BIJAKSANALAH JADI PEMIMPIN
Oleh , Walid Blang Jruen,30,Juni,2020
Dayah Malikussaleh Panton Labu
Muhadharah rutinitas malam jum’at
Manusia diciptakan Allah di Bumi ini agar
menjadi seorang pemimpin, dan setiap pemimpin memang telah mendapatkan amanah
untuk mengatur segala urusan masyarakat baik kenegaraan atau ke agamaan, oleh
karena itu, pada diri seorang pemimpin melekat kuasa atau otoritas untuk
menentukan kebijakan dan keputusan. Namun demikian, semua harus dijalankan atas
dasar ilmu, iman, dan akal sehat untuk
kemaslahatan dunia maupun akhirat.[1]..
Masalah keadilan juga Allah tegaskan di
dalam Al-Qur’an.
يَا أَيُّهَا الَّذِينَ آمَنُوا كُونُوا قَوَّامِينَ
بِالْقِسْطِ شُهَدَاءَ لِلَّهِ وَلَوْ عَلَىٰ أَنْفُسِكُمْ أَوِ الْوَالِدَيْنِ
وَالْأَقْرَبِينَ ۚ إِنْ يَكُنْ غَنِيًّا أَوْ فَقِيرًا فَاللَّهُ أَوْلَىٰ
بِهِمَا ۖ فَلَا تَتَّبِعُوا الْهَوَىٰ أَنْ تَعْدِلُوا ۚ وَإِنْ تَلْوُوا أَوْ تُعْرِضُوا
فَإِنَّ اللَّهَ كَانَ بِمَا تَعْمَلُونَ خَبِيرًا
Artinya:
"Wahai orang-orang yang beriman, jadilah kamu orang yang benar-benar
penegak keadilan, menjadi saksi karena Allah biarpun terhadap dirimu sendiri
atau ibu bapa dan kaum kerabatmu. Jika ia kaya ataupun miskin, maka Allah lebih
tahu kemaslahatannya. Maka janganlah kamu mengikuti hawa nafsu karena ingin
menyimpang dari kebenaran. Dan jika kamu memutar balikkan (kata-kata) atau
enggan menjadi saksi, maka sesungguhnya Allah adalah Maha Mengetahui segala apa
yang kamu kerjakan.” QS. An-Nisa’ 4: 135.
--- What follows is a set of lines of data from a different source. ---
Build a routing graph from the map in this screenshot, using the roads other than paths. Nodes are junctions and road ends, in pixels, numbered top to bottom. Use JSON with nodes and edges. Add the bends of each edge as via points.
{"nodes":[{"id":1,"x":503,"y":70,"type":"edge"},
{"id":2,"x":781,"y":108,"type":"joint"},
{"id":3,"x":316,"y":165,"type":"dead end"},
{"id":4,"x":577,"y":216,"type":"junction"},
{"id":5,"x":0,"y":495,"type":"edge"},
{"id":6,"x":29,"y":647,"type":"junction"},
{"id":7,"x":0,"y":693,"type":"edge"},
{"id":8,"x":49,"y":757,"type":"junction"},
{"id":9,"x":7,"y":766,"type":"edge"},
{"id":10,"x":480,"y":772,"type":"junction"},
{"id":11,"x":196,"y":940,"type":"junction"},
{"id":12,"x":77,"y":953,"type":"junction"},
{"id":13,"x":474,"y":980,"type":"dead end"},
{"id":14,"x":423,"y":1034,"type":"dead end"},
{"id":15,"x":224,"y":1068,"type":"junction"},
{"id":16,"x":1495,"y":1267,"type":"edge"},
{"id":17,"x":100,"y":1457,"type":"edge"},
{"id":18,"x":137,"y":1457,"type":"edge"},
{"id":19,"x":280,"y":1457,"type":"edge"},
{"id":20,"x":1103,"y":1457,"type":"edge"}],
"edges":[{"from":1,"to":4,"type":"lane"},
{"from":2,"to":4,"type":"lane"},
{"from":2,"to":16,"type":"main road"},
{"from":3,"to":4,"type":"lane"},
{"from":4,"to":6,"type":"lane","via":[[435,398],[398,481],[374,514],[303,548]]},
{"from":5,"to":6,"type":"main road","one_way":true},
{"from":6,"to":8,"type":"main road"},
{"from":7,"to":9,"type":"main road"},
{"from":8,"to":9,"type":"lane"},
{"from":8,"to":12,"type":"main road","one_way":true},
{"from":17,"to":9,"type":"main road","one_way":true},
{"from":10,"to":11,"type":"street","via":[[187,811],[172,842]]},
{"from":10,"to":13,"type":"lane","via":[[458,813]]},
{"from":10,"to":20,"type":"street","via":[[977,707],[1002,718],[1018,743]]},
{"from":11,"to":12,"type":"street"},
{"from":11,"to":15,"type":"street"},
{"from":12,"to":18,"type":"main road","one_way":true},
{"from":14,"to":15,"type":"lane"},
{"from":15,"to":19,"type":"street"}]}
Ketidakadilan seorang pemimpin hanya akan mengakibatkan
terjadinya kerusakan, dimana mana, orang yang salah diberi amanah, sedangkan
orang yang benar dituduh sebagai pembuat onar. Ketidakadilan akan semakin
mempercepat terjadinya kericuhan, kegaduhan bahkan kehancuran jika dilakukan
oleh seorang pemimpin atau penguasa,
Allah ta’ala telah berfirman” QS. Asy-Syuraa : 42 yang berbunyi :
إِنَّمَا السَّبِيلُ عَلَى الَّذِينَ يَظْلِمُونَ النَّاسَ
وَيَبْغُونَ فِي الأرْضِ بِغَيْرِ الْحَقِّ أُولَئِكَ لَهُمْ عَذَابٌ أَلِيمٌ
“Sesungguhnya dosa itu atas orang-orang yang berbuat dhalim
kepada manusia dan melampaui batas di muka bumi tanpa hak. Mereka itu mendapat
‘adzab yang pedih” QS. Asy-Syuraa : 42.
Allah ta’ala telah berfirman”QS. Al-Maaidah : 72 berbunyi.
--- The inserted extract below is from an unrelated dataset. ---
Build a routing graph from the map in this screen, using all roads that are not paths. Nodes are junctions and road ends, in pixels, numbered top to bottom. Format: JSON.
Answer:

كَانُوا لا يَتَنَاهَوْنَ عَنْ مُنْكَرٍ فَعَلُوهُ
لَبِئْسَ مَا كَانُوا يَفْعَلُونَ
“Mereka satu sama lain selalu tidak melarang tindakan munkar
yang mereka perbuat. Sesungguhnya amat buruklah apa yang selalu mereka perbuat
itu” QS. Al-Maaidah : 72.
Nabi shallallaahu ‘alaihi wa sallam telah bersabda :
كُلُّكُمْ رَاعٍ وَكُلُّكُمْ مَسْؤُولٌ عَنْ
رَعِيَّتِهِ...
Artinya:”Setiap orang di antara kalian adalah pemimpin, dan setiap
orang di antara kamu akan dimintai pertanggungan jawab atas apa yang
dipimpinnya...”.[2]
مَنْ غَشَّنَا فَلَيْسَ مِنَّا.
Artinya: ”Barangsiapa yang menipu kami, maka ia bukan termasuk golongan
kami”.[3]
الظُّلْمُ، ظُلُمَاتٌ يَوْمَ الْقِيَامَةِ.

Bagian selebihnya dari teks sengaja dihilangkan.